━━ Listed entries

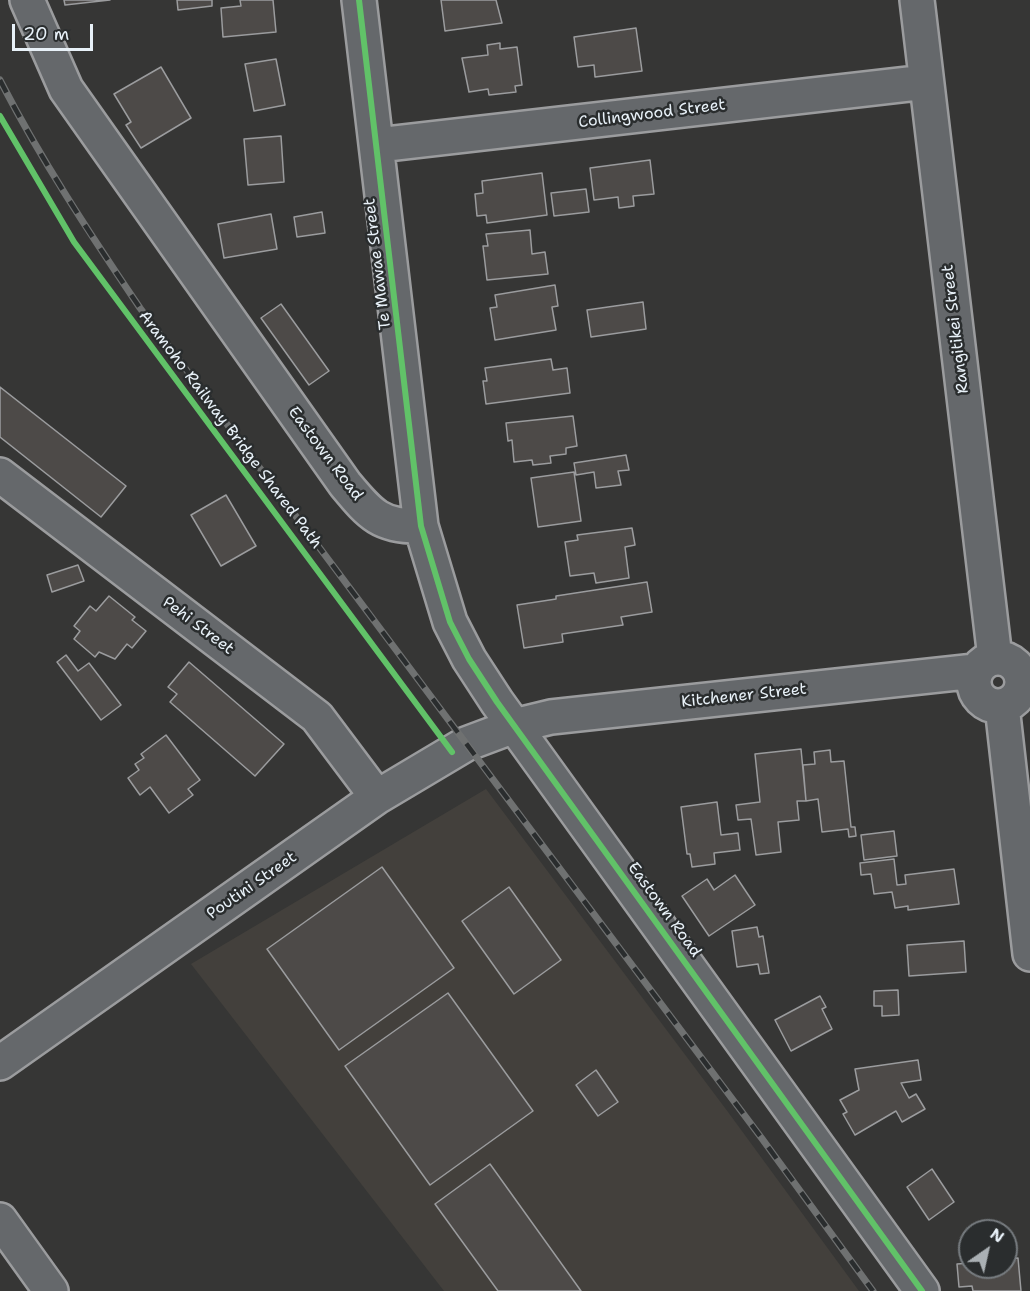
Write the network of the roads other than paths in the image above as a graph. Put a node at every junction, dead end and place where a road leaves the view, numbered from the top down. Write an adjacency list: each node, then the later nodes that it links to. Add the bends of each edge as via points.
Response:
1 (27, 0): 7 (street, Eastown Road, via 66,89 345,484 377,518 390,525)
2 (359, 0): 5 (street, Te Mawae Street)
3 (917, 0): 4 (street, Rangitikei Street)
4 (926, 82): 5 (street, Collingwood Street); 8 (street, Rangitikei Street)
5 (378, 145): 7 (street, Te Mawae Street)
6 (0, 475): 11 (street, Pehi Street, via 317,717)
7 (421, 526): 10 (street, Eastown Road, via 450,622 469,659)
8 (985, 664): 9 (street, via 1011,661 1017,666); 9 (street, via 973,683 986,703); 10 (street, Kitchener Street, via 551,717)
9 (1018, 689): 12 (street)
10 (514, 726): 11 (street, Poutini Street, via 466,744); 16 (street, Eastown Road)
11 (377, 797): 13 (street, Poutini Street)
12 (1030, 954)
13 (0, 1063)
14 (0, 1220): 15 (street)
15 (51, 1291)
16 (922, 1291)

━━━━
━━ Listed entries

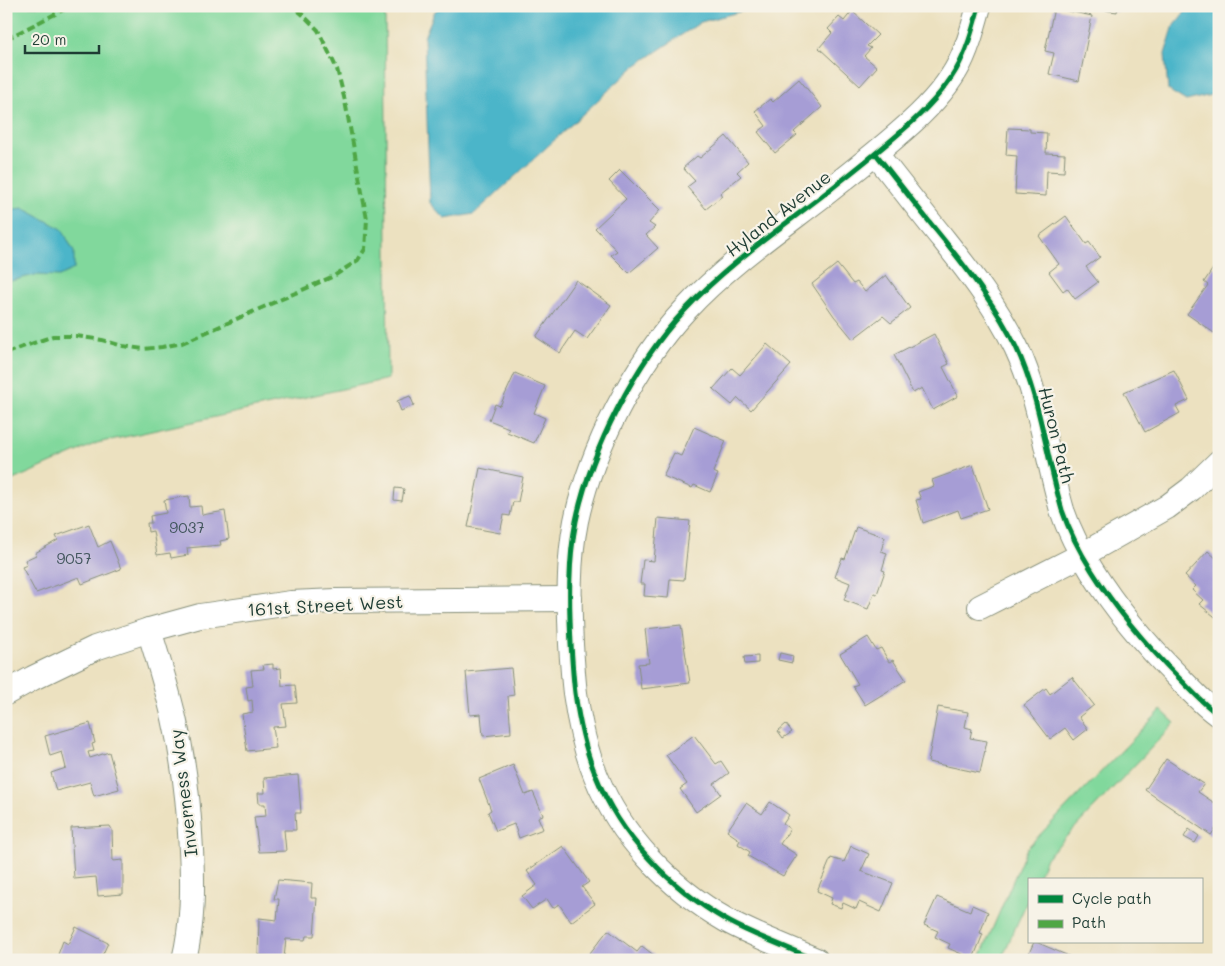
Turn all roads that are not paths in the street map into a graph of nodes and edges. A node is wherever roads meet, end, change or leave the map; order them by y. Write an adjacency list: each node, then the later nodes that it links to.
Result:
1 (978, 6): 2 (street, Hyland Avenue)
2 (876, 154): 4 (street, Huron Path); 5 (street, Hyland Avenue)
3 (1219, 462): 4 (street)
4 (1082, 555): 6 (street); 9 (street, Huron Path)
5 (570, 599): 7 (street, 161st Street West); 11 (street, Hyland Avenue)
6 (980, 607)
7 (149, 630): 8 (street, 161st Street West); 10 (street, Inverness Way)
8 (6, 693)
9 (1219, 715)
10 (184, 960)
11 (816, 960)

━━━━

Assignment -
Your answer should reproduce each line of the listing that holds the word "links".

Written response -
Write the network of the roads other than paths in the image above as a graph. Put a node at every junction, dead end and place where a road leaves the view, numbered from the top down. Write an adjacency list: each node, then the later nodes that it links to. Add the bends of each edge as via points.
Turn all roads that are not paths in the street map into a graph of nodes and edges. A node is wherever roads meet, end, change or leave the map; order them by y. Write an adjacency list: each node, then the later nodes that it links to.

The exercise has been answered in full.